=== Begin Enclosure ===

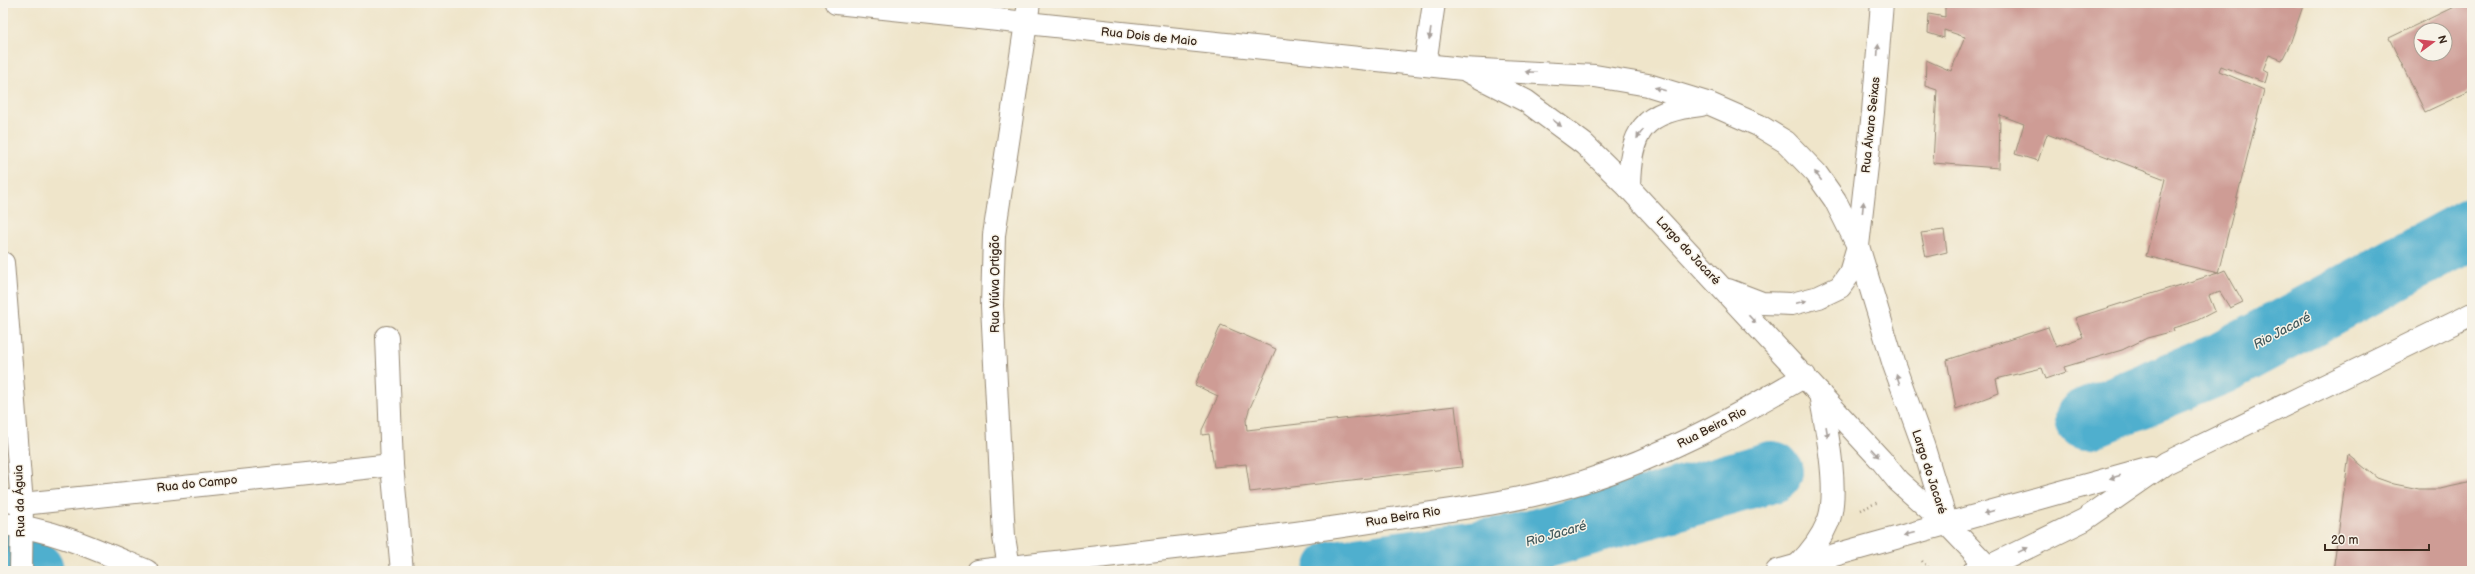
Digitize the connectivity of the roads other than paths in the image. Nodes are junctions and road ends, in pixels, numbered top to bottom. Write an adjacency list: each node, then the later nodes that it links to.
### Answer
1 (836, 3): 4 (street, Rua Dois de Maio)
2 (1434, 3): 5 (street, one-way to 5)
3 (1882, 3): 9 (street, Rua Álvaro Seixas, one-way to 3)
4 (1027, 13): 5 (street, Rua Dois de Maio); 22 (street, Rua Viúva Ortigão)
5 (1425, 64): 6 (street, Rua Dois de Maio)
6 (1463, 69): 7 (street, Largo do Jacaré, one-way to 6); 8 (street, Largo do Jacaré, one-way to 8)
7 (1710, 104): 8 (street, one-way to 8); 9 (street, Largo do Jacaré, one-way to 7)
8 (1630, 188): 11 (street, Largo do Jacaré)
9 (1858, 246): 11 (street, one-way to 9); 19 (street, Largo do Jacaré, one-way to 9)
10 (3, 263): 18 (street, Rua da Águia)
11 (1723, 288): 14 (street, Largo do Jacaré, one-way to 14)
12 (2472, 314): 16 (street)
13 (387, 337): 17 (street)
14 (1805, 376): 15 (street, Largo do Jacaré); 22 (street, Rua Beira Rio)
15 (1820, 394): 19 (street, Largo do Jacaré, one-way to 19); 21 (street, one-way to 21)
16 (2166, 463): 19 (street, one-way to 19); 23 (street, one-way to 16)
17 (392, 465): 18 (street, Rua do Campo); 26 (street)
18 (12, 502): 20 (street, Rua da Águia)
19 (1947, 524): 21 (street, one-way to 21); 23 (street)
20 (15, 527): 24 (street, Rua da Águia); 25 (street)
21 (1798, 565): 28 (street)
22 (1009, 567): 27 (street, Rua Beira Rio)
23 (1985, 570)
24 (21, 571)
25 (147, 571)
26 (402, 571)
27 (977, 571)
28 (1777, 571)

=== End Enclosure ===

* [Directions]: The entries above are to be retyped exactly, with each picture left out.

* [Response to this task]:
Digitize the connectivity of the roads other than paths in the image. Nodes are junctions and road ends, in pixels, numbered top to bottom. Write an adjacency list: each node, then the later nodes that it links to.
### Answer
1 (836, 3): 4 (street, Rua Dois de Maio)
2 (1434, 3): 5 (street, one-way to 5)
3 (1882, 3): 9 (street, Rua Álvaro Seixas, one-way to 3)
4 (1027, 13): 5 (street, Rua Dois de Maio); 22 (street, Rua Viúva Ortigão)
5 (1425, 64): 6 (street, Rua Dois de Maio)
6 (1463, 69): 7 (street, Largo do Jacaré, one-way to 6); 8 (street, Largo do Jacaré, one-way to 8)
7 (1710, 104): 8 (street, one-way to 8); 9 (street, Largo do Jacaré, one-way to 7)
8 (1630, 188): 11 (street, Largo do Jacaré)
9 (1858, 246): 11 (street, one-way to 9); 19 (street, Largo do Jacaré, one-way to 9)
10 (3, 263): 18 (street, Rua da Águia)
11 (1723, 288): 14 (street, Largo do Jacaré, one-way to 14)
12 (2472, 314): 16 (street)
13 (387, 337): 17 (street)
14 (1805, 376): 15 (street, Largo do Jacaré); 22 (street, Rua Beira Rio)
15 (1820, 394): 19 (street, Largo do Jacaré, one-way to 19); 21 (street, one-way to 21)
16 (2166, 463): 19 (street, one-way to 19); 23 (street, one-way to 16)
17 (392, 465): 18 (street, Rua do Campo); 26 (street)
18 (12, 502): 20 (street, Rua da Águia)
19 (1947, 524): 21 (street, one-way to 21); 23 (street)
20 (15, 527): 24 (street, Rua da Águia); 25 (street)
21 (1798, 565): 28 (street)
22 (1009, 567): 27 (street, Rua Beira Rio)
23 (1985, 570)
24 (21, 571)
25 (147, 571)
26 (402, 571)
27 (977, 571)
28 (1777, 571)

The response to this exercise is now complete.